Tuesday, August 23, 2011

doin' it up right

  • William Brafford convincingly swats PEG. He's always been a sharp one.
  • Charles Davis tools Radley Balko. When Balko is right (read: writing about drugs), he is so, so right. When wrong-- oof.
  • Come September, the supple hair and fashionable glasses of Will Wilkinson will reside at a new venue, where he will doubtless continue to hate liberals far out of proportion with his disagreements with them. Note: the man's a fine, fine illustrator, and I wouldn't give out such praise lightly.

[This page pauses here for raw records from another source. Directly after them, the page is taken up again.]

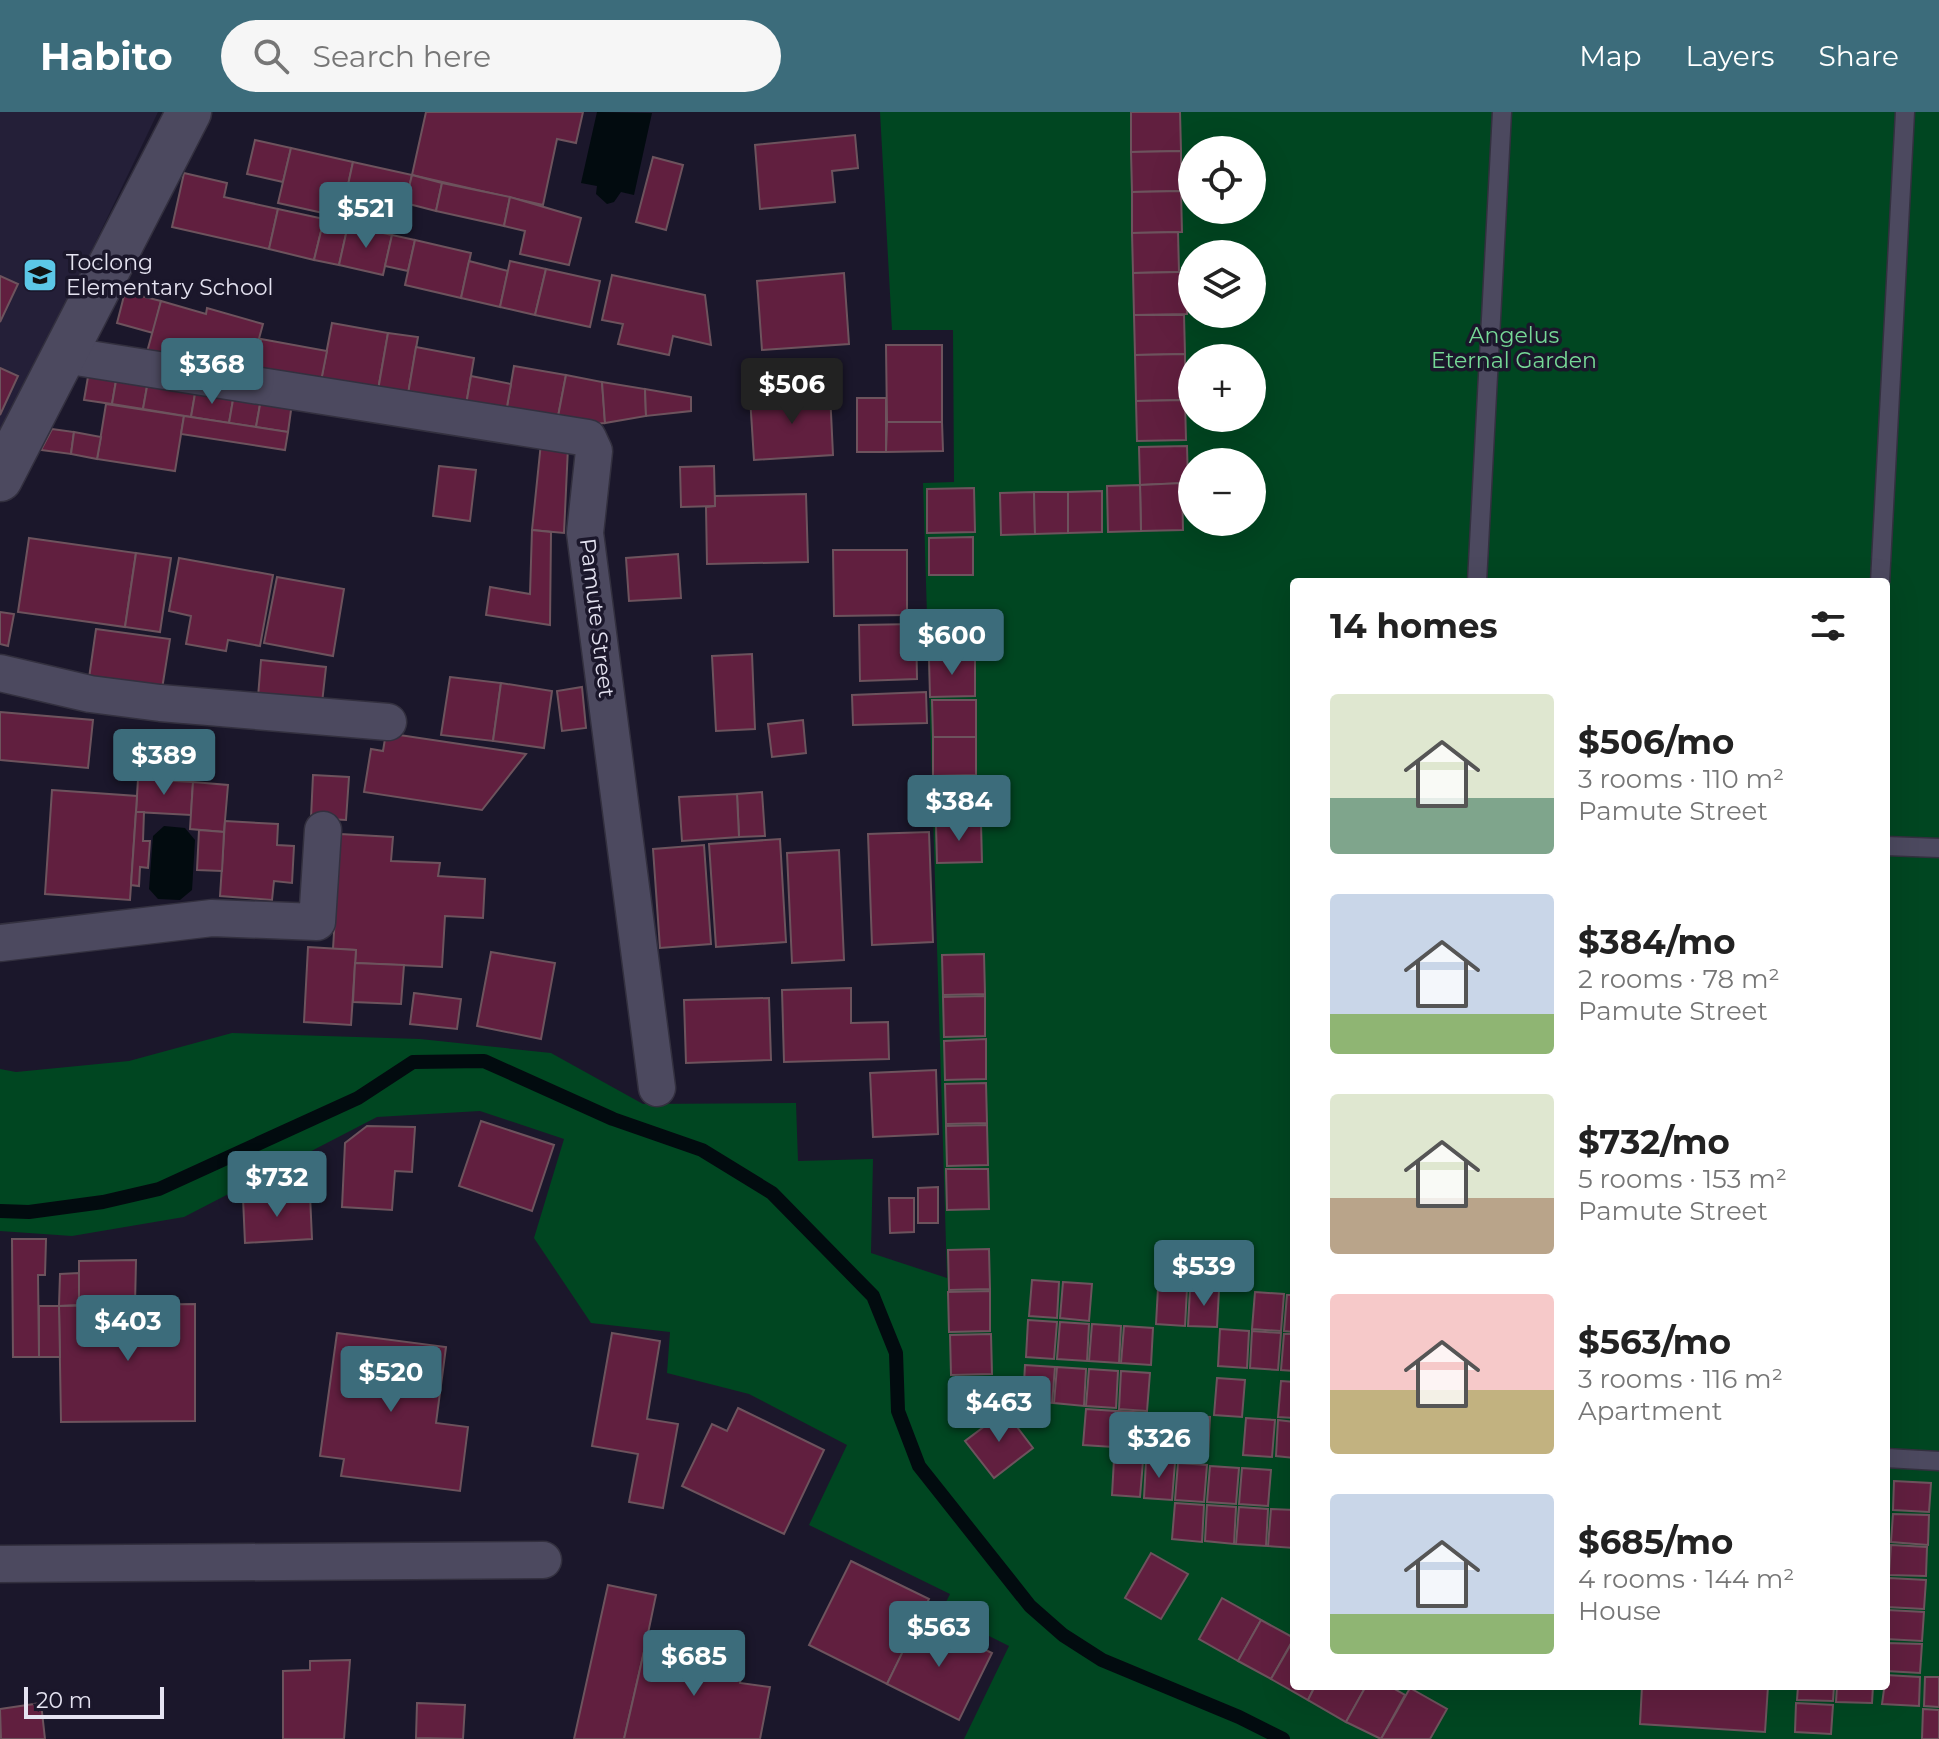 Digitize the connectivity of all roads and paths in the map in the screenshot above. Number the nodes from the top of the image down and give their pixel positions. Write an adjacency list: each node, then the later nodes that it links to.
1 (189, 112): 4 (street)
2 (1502, 112): 6 (lane)
3 (1905, 112): 7 (lane)
4 (64, 355): 5 (street); 14 (street, Pamute Street)
5 (0, 479)
6 (1477, 578)
7 (1880, 578)
8 (0, 673): 9 (street)
9 (388, 722)
10 (323, 830): 13 (street)
11 (1890, 846): 12 (lane)
12 (1939, 848)
13 (0, 943)
14 (657, 1088)
15 (1890, 1458): 16 (lane)
16 (1939, 1461)
17 (543, 1560): 18 (street)
18 (0, 1564) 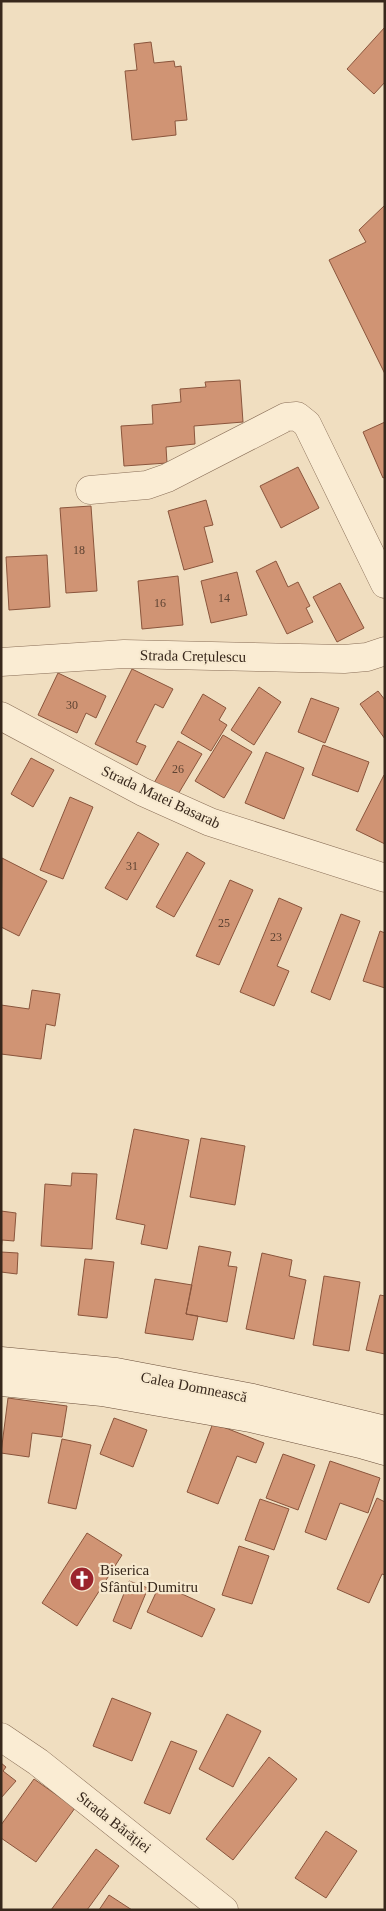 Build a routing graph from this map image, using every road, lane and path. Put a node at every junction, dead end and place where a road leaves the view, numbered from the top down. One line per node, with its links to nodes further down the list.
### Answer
1 (90, 490): 2 (street)
2 (385, 584)
3 (385, 651): 4 (street, Strada Crețulescu)
4 (1, 662)
5 (1, 716): 6 (street, Strada Matei Basarab)
6 (385, 878)
7 (1, 1361): 9 (street, Calea Domnească)
8 (1, 1382): 10 (street)
9 (385, 1430)
10 (385, 1451)
11 (1, 1737): 12 (street, Strada Bărăției)
12 (224, 1910) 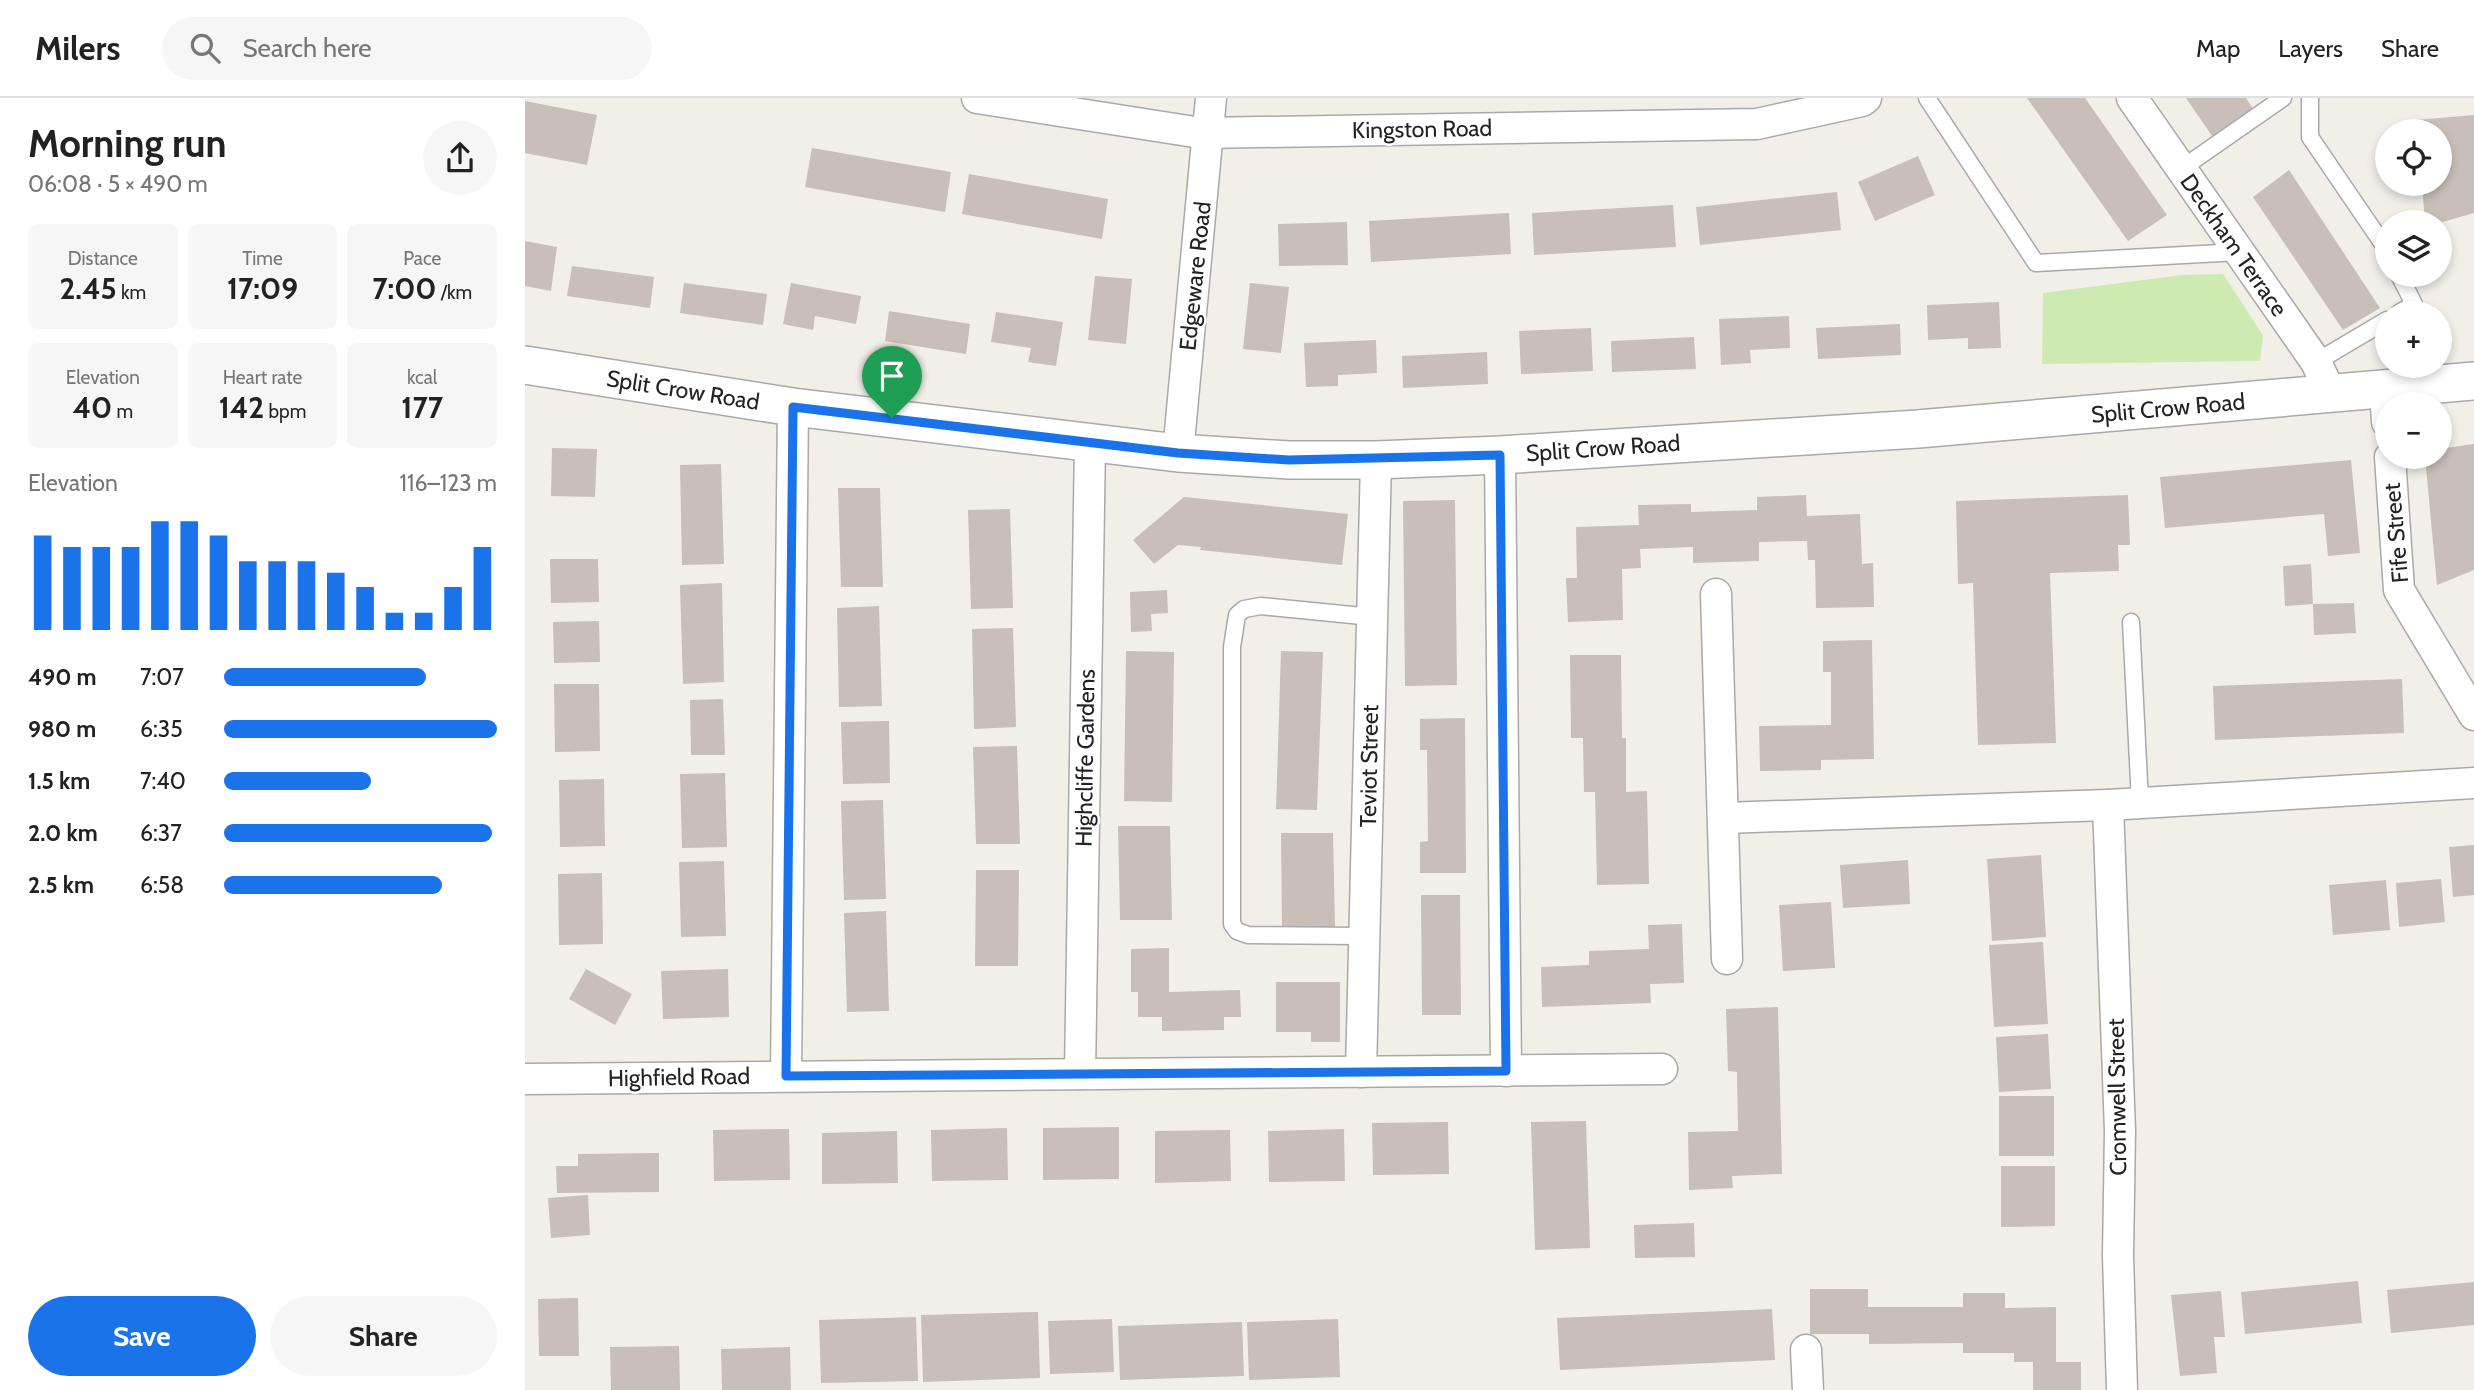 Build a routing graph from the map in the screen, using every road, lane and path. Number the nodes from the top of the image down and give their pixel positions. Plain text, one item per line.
1 (978, 98) edge
2 (1211, 98) edge
3 (1866, 98) edge
4 (1927, 98) edge
5 (2132, 98) edge
6 (2283, 98) edge
7 (2310, 98) edge
8 (1209, 132) junction
9 (2181, 169) junction
10 (2375, 232) edge
11 (2239, 252) junction
12 (2375, 327) edge
13 (2316, 362) junction
14 (525, 365) edge
15 (2474, 381) edge
16 (2435, 392) edge
17 (2332, 394) junction
18 (2375, 404) edge
19 (793, 407) junction
20 (1090, 442) junction
21 (1178, 453) junction
22 (1500, 455) junction
23 (1376, 460) junction
24 (2391, 469) edge
25 (1716, 594) dead end
26 (1372, 617) junction
27 (2131, 622) dead end
28 (2474, 715) edge
29 (2474, 783) edge
30 (2140, 802) junction
31 (2108, 805) junction
32 (1724, 818) junction
33 (1364, 936) junction
34 (1727, 959) dead end
35 (1662, 1069) dead end
36 (1506, 1071) junction
37 (1361, 1072) junction
38 (1080, 1074) junction
39 (786, 1076) junction
40 (525, 1079) edge
41 (1806, 1350) dead end
42 (1808, 1390) edge
43 (2122, 1390) edge

1 - 8 street, Kingston Road
2 - 8 street, Edgeware Road
3 - 8 street, Kingston Road
4 - 11 lane
5 - 9 street, Deckham Terrace
6 - 9 lane
7 - 10 lane
8 - 21 street, Edgeware Road
9 - 11 street, Deckham Terrace
11 - 13 street, Deckham Terrace
12 - 13 lane
13 - 17 street, Deckham Terrace
14 - 19 street, Split Crow Road
15 - 16 street, Split Crow Road
17 - 18 street, Split Crow Road
17 - 22 street, Split Crow Road
19 - 20 street, Split Crow Road
19 - 39 street
20 - 21 street, Split Crow Road
20 - 38 street, Highcliffe Gardens
21 - 23 street, Split Crow Road
22 - 23 street, Split Crow Road
22 - 36 street
23 - 26 street, Teviot Street
24 - 28 street, Fife Street
25 - 32 street
26 - 33 street, Teviot Street
26 - 33 lane
27 - 30 lane
29 - 30 street
30 - 31 street
31 - 32 street
31 - 43 street, Cromwell Street
32 - 34 street
33 - 37 street, Teviot Street
35 - 36 street, Highfield Road
36 - 37 street, Highfield Road
37 - 38 street, Highfield Road
38 - 39 street, Highfield Road
39 - 40 street, Highfield Road
41 - 42 street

Check him out at his new digs starting September 12th.
  • Erik Kain, who has paid his fair share of dues and then some in the blogging game, is also not so hot on Zack Beauchamp.
  • Karl Smith is one of those lonely voices speaking out against those who keep telling us dissenters that we don't exist.
  • Ezra Klein demonstrates what it means to be a contemporary American liberal. He shows that welfare reform was just straight class warfare against the poor, but has to keep that "if" in there. Otherwise, what would the community think?
  • Ta-Nehisi Coates again makes a great point and then drowns it in the bathtub of semantics and petty actor sorting. But his commenters loved it!
  • IOZ.

8 comments:

paul h. said...

Since his return, IOZ has been batting like .950 ... almost every post has been solid gold

Charles Davis said...

Thanks for the link, Freddie. I just started reading your blog a week or two ago -- I only wish I'd found it sooner.

Greg Sanders said...

Thanks for passing on the Brafford piece. I'd been bugged by the argument and it's satisfying to read a proper retort.

PithLord said...

I think you are misreading Smith. He's saying liberalism is a precarious achievement of civilization, since blood-and-soil tribalism is more consonant with human nature. He's not saying there is some hope from socialism or the international working class.

Freddie said...

I don't think Smith is talking about socialism at all. I find resistance to that narrative so rare that I celebrate it for its own sake.

PithLord said...

Really? Almost every time Fukuyama is mentioned in public discourse, it is to mock The End of History. Clash of Civilizations always gets a more respectful hearing.

Of course, Fukuyama doesn't say the triumph of bourgeois liberalism is an unqualified good.

Matt said...

Good links Freddie. A few comments:

I'd like to see you expand a bit on your comments on the TNC post. I know you've both already written a lot of words on this topic so you're likely a bit fatigued, but I'm not sure I see the semantics there, so perhaps you could explain that comments a little more.

On the other hand, you summed up in two sentences exactly my frustration with liberals of Ezra Klein's ilk. Instead of just pointing out the bleeding obvious: welfare reform took a program intended to help the poor and crippled its ability to do so. He has to pose it in terms of questions in this smarmy technocratic way. And to my eyes, the reason is pretty clear, its to duck an actual meaningful critique of a Democrat. Its the same way that he (and other liberals like him) addresses issues where Obama has clearly failed. He treats them as thought studies and intellectual curiousities, wherein he's more concerned with pedantics and rhetorical questions rather than offering a clear eyed criticism. The total unwillingness of so many of the in-liberal bloggers (the Klein's, Yglesias's, Chait's) to write genuine criticisms from the left of Democratic leaders (whether Obama or Clinton) even when its clear that they see the evidence as crying out for such criticism is as nasty an example of groupthink as the right-wing, NRO, bs that liberals love to mock.